● **TASK INSTRUCTIONS**
Every line of the material below that contains the string "ImageSurface" must appear in the answer.

:::

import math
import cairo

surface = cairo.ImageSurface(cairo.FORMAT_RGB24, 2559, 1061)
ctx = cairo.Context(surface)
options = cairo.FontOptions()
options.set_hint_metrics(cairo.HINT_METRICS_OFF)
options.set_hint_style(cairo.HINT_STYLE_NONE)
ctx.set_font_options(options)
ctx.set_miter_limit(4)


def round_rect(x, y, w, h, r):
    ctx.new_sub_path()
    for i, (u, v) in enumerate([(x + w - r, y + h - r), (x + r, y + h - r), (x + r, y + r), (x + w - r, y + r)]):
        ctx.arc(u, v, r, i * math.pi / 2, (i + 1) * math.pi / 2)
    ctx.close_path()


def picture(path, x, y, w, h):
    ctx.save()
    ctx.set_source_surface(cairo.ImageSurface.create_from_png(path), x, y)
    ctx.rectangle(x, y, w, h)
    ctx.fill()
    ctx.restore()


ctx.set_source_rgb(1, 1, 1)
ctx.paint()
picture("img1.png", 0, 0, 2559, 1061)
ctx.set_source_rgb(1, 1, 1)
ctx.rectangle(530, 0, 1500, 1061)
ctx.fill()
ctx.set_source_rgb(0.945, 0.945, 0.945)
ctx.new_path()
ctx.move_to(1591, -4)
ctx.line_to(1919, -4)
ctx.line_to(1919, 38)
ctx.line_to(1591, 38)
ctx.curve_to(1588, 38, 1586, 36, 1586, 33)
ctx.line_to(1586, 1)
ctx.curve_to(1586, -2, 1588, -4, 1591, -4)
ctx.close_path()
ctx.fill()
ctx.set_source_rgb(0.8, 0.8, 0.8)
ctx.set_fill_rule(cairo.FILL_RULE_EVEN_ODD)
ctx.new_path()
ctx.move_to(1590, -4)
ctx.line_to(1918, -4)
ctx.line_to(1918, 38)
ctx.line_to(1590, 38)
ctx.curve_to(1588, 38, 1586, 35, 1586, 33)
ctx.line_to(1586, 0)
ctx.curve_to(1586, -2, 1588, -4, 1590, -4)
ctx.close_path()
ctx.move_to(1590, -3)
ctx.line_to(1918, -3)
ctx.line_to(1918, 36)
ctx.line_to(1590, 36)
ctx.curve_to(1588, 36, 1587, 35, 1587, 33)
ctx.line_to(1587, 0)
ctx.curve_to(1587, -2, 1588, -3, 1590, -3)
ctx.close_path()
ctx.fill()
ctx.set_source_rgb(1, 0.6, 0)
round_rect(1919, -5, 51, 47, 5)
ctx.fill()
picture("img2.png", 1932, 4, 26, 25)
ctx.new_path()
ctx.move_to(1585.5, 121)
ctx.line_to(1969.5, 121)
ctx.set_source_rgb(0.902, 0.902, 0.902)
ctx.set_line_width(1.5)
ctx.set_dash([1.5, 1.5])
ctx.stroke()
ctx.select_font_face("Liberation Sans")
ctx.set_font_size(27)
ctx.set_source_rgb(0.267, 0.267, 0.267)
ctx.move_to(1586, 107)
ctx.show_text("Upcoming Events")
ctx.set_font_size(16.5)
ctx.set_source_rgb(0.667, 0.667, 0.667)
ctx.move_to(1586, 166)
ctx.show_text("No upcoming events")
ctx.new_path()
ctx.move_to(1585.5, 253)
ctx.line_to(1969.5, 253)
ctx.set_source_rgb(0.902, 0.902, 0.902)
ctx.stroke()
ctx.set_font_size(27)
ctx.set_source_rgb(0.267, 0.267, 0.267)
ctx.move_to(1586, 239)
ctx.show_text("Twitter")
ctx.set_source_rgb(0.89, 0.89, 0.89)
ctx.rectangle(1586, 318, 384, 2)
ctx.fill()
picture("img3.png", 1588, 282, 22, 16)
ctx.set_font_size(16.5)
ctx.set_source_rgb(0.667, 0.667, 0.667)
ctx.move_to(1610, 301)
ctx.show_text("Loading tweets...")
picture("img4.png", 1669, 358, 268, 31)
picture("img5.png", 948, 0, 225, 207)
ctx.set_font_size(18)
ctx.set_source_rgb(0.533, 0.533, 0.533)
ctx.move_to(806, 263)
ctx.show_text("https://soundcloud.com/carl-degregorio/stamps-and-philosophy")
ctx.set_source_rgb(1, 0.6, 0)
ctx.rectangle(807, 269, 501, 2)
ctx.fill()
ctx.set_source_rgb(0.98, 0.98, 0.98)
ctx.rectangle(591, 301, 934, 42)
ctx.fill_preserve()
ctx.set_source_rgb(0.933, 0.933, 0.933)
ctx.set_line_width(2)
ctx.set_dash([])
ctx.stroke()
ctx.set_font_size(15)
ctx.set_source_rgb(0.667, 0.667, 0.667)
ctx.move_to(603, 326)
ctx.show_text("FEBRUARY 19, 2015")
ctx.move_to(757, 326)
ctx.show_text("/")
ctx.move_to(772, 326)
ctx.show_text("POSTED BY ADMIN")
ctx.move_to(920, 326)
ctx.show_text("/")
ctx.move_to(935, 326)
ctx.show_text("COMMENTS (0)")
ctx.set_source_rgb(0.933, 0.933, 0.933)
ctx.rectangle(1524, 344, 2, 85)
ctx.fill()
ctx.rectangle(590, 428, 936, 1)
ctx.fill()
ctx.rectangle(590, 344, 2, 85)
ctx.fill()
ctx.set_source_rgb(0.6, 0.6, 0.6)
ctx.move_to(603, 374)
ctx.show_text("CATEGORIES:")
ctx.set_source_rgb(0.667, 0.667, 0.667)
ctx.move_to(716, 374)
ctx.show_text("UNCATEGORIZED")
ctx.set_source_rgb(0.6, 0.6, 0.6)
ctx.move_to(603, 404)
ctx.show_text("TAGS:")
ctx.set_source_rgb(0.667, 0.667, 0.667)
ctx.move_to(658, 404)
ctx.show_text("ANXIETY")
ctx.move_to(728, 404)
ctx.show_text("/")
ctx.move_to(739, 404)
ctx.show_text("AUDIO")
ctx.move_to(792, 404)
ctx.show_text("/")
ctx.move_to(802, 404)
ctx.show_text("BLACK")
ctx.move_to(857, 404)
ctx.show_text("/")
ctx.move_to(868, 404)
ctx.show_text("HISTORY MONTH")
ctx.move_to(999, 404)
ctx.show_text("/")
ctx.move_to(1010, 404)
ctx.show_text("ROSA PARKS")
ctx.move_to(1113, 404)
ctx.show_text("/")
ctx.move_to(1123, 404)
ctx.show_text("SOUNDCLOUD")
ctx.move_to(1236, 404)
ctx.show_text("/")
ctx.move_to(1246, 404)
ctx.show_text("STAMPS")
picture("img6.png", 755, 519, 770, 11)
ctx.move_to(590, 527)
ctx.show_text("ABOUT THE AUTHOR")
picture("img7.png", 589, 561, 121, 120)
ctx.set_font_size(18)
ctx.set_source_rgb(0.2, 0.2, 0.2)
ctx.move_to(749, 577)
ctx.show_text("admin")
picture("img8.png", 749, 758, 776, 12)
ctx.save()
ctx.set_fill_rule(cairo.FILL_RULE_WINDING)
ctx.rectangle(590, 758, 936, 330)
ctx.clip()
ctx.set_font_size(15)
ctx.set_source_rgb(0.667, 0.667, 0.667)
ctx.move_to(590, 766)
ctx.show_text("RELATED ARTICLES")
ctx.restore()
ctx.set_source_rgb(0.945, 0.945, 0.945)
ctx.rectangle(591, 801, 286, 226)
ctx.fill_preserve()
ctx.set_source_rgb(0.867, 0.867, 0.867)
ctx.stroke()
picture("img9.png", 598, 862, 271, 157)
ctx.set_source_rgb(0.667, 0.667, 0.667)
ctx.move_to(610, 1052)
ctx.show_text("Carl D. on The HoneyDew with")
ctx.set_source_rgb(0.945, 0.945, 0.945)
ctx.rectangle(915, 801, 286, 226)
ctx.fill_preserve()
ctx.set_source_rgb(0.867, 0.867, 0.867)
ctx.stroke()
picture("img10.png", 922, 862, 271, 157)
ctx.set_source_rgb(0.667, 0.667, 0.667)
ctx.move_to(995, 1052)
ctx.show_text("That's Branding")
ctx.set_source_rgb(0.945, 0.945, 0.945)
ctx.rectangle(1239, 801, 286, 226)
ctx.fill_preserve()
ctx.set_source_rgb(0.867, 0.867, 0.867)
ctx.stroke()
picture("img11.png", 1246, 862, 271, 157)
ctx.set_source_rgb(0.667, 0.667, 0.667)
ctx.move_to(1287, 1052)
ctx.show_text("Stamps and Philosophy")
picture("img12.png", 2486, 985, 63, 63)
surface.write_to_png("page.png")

:::

● **SOLUTION**
surface = cairo.ImageSurface(cairo.FORMAT_RGB24, 2559, 1061)
    ctx.set_source_surface(cairo.ImageSurface.create_from_png(path), x, y)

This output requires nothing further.